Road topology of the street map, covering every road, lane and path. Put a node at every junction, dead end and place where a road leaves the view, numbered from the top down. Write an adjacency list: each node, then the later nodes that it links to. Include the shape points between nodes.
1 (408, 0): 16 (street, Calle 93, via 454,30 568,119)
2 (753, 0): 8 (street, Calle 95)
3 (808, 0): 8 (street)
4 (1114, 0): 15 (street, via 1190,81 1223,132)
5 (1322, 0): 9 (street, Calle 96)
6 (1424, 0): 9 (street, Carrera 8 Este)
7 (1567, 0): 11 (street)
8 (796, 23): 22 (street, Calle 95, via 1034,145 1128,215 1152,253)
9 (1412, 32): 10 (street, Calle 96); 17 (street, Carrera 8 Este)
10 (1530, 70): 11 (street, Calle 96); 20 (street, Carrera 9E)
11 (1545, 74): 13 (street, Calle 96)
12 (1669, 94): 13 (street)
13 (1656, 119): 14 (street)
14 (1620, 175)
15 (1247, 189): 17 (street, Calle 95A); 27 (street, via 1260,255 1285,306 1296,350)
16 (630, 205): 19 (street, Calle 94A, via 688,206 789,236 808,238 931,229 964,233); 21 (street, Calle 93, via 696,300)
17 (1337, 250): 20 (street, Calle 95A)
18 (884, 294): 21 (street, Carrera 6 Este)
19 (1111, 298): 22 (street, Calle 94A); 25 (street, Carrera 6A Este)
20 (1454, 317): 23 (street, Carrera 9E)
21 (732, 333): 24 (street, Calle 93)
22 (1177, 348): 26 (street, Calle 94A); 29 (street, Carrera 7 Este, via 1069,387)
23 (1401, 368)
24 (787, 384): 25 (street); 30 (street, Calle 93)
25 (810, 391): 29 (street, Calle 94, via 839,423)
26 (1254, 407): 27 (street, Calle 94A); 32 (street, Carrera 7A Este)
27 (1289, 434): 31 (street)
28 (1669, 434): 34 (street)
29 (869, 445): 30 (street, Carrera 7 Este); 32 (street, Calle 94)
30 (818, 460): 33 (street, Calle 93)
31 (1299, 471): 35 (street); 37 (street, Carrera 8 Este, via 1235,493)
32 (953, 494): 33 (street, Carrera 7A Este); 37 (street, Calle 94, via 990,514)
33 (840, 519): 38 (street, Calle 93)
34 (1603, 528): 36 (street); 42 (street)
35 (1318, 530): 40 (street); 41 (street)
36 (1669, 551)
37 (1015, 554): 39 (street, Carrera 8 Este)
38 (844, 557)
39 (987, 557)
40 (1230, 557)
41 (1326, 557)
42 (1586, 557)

- [Try it]:
Repeat all of the data shown above, exactly as it appears.

- [Result for this exercise]:
Road topology of the street map, covering every road, lane and path. Put a node at every junction, dead end and place where a road leaves the view, numbered from the top down. Write an adjacency list: each node, then the later nodes that it links to. Include the shape points between nodes.
1 (408, 0): 16 (street, Calle 93, via 454,30 568,119)
2 (753, 0): 8 (street, Calle 95)
3 (808, 0): 8 (street)
4 (1114, 0): 15 (street, via 1190,81 1223,132)
5 (1322, 0): 9 (street, Calle 96)
6 (1424, 0): 9 (street, Carrera 8 Este)
7 (1567, 0): 11 (street)
8 (796, 23): 22 (street, Calle 95, via 1034,145 1128,215 1152,253)
9 (1412, 32): 10 (street, Calle 96); 17 (street, Carrera 8 Este)
10 (1530, 70): 11 (street, Calle 96); 20 (street, Carrera 9E)
11 (1545, 74): 13 (street, Calle 96)
12 (1669, 94): 13 (street)
13 (1656, 119): 14 (street)
14 (1620, 175)
15 (1247, 189): 17 (street, Calle 95A); 27 (street, via 1260,255 1285,306 1296,350)
16 (630, 205): 19 (street, Calle 94A, via 688,206 789,236 808,238 931,229 964,233); 21 (street, Calle 93, via 696,300)
17 (1337, 250): 20 (street, Calle 95A)
18 (884, 294): 21 (street, Carrera 6 Este)
19 (1111, 298): 22 (street, Calle 94A); 25 (street, Carrera 6A Este)
20 (1454, 317): 23 (street, Carrera 9E)
21 (732, 333): 24 (street, Calle 93)
22 (1177, 348): 26 (street, Calle 94A); 29 (street, Carrera 7 Este, via 1069,387)
23 (1401, 368)
24 (787, 384): 25 (street); 30 (street, Calle 93)
25 (810, 391): 29 (street, Calle 94, via 839,423)
26 (1254, 407): 27 (street, Calle 94A); 32 (street, Carrera 7A Este)
27 (1289, 434): 31 (street)
28 (1669, 434): 34 (street)
29 (869, 445): 30 (street, Carrera 7 Este); 32 (street, Calle 94)
30 (818, 460): 33 (street, Calle 93)
31 (1299, 471): 35 (street); 37 (street, Carrera 8 Este, via 1235,493)
32 (953, 494): 33 (street, Carrera 7A Este); 37 (street, Calle 94, via 990,514)
33 (840, 519): 38 (street, Calle 93)
34 (1603, 528): 36 (street); 42 (street)
35 (1318, 530): 40 (street); 41 (street)
36 (1669, 551)
37 (1015, 554): 39 (street, Carrera 8 Este)
38 (844, 557)
39 (987, 557)
40 (1230, 557)
41 (1326, 557)
42 (1586, 557)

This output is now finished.